_WHAT IS EXPECTED_
Take each line in the entries below that holds "connections" and show it.

*** DATA LISTING ***

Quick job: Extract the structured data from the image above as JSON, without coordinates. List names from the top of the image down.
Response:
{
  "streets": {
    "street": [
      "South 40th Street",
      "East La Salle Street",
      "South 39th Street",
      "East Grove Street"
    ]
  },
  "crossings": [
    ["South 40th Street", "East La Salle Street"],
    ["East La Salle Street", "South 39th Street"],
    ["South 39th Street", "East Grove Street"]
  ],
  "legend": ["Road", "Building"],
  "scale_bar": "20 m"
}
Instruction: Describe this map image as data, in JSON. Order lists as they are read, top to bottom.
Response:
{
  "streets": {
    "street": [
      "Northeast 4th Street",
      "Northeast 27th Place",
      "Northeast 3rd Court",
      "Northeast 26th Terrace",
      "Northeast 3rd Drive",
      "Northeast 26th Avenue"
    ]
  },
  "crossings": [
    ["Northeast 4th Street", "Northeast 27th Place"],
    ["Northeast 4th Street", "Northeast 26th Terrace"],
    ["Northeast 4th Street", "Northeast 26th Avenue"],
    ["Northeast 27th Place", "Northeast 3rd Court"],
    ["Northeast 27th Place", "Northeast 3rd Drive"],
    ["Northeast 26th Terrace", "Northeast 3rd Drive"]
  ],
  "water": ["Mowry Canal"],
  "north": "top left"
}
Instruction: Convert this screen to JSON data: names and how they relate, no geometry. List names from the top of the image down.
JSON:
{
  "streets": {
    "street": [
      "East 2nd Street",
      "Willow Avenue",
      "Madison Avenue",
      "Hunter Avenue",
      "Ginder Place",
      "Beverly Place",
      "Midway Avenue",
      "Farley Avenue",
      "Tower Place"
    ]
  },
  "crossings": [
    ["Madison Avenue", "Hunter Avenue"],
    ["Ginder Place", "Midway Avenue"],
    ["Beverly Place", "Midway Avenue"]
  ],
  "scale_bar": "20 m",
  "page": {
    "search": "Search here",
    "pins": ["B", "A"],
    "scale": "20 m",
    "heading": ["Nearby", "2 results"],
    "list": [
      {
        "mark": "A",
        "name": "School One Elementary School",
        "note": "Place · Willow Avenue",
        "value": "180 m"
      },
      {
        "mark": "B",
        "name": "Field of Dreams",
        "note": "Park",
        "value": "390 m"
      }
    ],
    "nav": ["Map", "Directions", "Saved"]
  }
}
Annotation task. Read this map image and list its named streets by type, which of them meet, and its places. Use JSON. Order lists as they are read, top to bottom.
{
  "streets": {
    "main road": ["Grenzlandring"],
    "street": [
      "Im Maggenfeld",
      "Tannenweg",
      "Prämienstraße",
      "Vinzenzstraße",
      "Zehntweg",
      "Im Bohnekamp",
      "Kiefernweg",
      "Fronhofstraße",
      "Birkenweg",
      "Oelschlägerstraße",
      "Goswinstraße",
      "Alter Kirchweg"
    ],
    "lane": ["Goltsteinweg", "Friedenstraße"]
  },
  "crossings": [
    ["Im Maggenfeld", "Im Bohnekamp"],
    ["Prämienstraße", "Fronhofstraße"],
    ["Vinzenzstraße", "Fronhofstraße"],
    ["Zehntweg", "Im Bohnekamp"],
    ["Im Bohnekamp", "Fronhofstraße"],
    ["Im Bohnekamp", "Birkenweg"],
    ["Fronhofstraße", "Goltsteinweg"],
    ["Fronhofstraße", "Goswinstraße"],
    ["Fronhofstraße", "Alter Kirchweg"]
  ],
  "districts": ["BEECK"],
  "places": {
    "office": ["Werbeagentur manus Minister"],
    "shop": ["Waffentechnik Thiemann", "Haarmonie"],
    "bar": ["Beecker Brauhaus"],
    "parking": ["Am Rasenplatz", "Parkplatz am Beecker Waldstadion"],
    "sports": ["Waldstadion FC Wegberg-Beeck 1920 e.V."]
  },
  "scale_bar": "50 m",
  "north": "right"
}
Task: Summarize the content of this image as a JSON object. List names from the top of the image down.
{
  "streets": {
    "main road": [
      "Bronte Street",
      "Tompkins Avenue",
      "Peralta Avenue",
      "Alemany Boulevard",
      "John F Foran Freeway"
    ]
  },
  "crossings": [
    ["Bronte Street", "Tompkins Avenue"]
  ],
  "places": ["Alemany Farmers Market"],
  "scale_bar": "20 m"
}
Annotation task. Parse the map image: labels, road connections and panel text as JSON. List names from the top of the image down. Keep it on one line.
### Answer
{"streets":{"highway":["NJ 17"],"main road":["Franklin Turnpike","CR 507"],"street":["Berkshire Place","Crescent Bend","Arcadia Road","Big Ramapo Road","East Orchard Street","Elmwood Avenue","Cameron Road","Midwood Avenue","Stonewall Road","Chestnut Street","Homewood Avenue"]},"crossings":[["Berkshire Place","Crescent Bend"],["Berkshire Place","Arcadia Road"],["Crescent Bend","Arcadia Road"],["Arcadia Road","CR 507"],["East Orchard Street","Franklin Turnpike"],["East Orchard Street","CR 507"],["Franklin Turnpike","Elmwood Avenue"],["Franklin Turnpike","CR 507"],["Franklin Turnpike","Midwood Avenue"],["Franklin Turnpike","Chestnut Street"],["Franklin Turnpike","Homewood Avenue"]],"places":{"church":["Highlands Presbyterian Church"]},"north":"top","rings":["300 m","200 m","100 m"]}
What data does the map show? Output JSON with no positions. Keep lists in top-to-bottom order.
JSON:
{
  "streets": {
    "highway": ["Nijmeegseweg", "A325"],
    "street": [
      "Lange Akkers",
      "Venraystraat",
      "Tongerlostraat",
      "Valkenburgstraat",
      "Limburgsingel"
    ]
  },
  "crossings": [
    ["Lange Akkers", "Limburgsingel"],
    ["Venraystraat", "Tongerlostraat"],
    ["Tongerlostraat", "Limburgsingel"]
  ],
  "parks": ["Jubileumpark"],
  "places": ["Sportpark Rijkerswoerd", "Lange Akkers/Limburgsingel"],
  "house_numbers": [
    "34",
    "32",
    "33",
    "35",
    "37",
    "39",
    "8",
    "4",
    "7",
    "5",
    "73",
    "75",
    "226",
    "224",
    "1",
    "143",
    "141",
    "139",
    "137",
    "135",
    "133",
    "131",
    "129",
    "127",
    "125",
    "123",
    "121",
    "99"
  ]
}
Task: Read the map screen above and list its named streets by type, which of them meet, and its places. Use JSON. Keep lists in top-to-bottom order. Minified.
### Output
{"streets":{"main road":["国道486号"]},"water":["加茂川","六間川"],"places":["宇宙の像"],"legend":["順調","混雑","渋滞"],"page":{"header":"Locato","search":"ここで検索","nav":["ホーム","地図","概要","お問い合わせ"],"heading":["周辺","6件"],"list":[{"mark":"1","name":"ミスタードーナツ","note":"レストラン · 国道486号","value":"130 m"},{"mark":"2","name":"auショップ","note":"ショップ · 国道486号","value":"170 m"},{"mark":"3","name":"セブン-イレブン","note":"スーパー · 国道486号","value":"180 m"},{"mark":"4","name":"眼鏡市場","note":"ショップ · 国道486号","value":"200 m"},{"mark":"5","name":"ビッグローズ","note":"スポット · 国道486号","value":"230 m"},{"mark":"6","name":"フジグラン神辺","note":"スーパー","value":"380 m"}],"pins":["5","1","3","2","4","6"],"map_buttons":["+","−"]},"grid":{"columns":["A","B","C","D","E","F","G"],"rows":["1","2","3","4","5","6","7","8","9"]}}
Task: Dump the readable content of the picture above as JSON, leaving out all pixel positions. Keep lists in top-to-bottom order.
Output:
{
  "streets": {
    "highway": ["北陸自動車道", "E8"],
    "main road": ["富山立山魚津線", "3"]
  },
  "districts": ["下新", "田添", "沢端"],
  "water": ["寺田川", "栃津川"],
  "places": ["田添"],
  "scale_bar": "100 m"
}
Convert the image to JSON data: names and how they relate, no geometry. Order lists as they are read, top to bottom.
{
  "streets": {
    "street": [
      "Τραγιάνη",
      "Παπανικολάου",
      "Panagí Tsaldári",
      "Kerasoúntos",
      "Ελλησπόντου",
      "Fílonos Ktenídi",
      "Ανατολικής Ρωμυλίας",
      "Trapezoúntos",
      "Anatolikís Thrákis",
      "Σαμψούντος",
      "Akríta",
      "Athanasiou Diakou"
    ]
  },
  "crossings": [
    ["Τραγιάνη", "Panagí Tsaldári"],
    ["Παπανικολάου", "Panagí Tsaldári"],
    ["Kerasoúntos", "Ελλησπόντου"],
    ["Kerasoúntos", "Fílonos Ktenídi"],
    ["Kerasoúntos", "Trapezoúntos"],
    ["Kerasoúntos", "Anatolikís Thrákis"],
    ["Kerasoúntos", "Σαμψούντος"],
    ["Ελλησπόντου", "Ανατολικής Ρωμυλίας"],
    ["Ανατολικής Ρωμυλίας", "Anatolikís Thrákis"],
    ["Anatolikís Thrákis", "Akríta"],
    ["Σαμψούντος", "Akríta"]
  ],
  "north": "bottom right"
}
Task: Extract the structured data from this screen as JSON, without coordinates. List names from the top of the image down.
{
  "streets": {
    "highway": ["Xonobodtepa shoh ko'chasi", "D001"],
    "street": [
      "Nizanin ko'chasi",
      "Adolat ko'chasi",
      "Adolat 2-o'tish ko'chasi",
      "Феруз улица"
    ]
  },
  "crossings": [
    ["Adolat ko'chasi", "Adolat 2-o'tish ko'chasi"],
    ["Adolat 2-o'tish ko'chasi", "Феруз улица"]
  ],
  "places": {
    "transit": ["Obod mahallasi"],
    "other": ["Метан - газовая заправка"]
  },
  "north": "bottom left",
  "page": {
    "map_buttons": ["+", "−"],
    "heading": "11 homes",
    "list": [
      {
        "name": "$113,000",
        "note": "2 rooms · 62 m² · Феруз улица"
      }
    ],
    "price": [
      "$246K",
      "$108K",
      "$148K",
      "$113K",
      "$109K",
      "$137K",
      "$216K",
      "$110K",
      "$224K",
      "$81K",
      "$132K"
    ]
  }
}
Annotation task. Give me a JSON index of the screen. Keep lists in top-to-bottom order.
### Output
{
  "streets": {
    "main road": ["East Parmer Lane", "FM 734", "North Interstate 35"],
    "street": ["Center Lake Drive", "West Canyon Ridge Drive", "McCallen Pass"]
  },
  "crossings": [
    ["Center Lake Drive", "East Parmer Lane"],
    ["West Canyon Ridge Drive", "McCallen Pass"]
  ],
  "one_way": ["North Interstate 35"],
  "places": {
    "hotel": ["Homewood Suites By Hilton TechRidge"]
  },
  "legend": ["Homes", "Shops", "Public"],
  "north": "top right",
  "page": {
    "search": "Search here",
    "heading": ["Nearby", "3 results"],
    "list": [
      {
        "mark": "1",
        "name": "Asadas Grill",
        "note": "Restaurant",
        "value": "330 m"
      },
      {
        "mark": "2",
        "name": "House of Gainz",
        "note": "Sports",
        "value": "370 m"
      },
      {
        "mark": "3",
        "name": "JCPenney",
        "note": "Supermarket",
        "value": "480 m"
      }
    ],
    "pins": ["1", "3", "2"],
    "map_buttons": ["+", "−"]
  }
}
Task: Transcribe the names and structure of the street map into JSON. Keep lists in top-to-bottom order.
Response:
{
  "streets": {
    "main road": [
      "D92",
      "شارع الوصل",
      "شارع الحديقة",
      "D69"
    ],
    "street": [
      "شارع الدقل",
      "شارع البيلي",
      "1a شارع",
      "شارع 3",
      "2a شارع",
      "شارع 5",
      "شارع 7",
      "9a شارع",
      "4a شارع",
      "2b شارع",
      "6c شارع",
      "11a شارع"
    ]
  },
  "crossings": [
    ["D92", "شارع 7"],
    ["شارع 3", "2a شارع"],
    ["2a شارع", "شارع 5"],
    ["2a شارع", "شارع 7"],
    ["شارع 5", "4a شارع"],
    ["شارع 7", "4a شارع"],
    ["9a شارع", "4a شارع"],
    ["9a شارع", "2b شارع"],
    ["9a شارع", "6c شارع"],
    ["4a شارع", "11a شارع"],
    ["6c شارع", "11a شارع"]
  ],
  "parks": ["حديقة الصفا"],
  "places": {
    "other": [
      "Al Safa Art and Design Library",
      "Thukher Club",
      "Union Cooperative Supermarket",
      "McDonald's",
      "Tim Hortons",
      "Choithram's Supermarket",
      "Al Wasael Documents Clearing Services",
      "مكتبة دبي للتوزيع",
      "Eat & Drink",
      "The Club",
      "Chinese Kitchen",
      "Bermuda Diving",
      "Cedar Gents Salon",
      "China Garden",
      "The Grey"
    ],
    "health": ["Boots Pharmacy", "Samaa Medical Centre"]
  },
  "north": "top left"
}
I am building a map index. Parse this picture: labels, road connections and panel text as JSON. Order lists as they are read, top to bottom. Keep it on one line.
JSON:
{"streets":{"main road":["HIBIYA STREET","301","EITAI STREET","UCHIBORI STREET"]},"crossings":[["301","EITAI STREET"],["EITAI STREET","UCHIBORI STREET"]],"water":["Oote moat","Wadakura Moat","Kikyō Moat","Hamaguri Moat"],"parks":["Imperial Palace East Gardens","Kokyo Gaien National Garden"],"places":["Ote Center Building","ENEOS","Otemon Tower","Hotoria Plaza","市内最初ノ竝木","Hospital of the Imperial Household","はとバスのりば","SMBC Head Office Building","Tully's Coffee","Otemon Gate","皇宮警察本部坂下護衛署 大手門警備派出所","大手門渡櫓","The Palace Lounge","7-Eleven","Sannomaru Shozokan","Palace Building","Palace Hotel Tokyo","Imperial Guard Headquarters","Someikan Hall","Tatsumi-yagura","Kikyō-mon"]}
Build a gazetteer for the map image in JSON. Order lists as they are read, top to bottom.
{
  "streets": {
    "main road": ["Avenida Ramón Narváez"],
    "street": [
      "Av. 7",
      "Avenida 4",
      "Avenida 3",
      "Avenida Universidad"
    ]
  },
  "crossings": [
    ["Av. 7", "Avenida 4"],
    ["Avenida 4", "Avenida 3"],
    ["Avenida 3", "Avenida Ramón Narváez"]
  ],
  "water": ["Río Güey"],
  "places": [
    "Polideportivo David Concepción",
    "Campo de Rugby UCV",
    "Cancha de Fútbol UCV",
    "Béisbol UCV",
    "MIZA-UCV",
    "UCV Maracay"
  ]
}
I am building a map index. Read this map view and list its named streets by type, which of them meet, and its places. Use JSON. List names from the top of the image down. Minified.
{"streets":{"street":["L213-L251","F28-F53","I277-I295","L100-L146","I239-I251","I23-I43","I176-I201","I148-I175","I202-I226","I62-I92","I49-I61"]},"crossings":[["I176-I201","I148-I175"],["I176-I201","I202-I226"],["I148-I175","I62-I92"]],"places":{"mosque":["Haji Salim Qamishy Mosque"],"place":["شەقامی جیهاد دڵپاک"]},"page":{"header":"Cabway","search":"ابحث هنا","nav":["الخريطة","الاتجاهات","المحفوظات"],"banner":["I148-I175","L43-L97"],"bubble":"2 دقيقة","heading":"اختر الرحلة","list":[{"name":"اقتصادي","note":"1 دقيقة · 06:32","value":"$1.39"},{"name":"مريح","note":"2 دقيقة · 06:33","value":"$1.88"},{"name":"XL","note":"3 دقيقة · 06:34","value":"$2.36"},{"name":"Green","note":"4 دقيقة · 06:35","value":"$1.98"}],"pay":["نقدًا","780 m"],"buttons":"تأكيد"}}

***

_EXPECTED ANSWER_
Annotation task. Parse the map image: labels, road connections and panel text as JSON. List names from the top of the image down. Keep it on one line.
I am building a map index. Parse this picture: labels, road connections and panel text as JSON. Order lists as they are read, top to bottom. Keep it on one line.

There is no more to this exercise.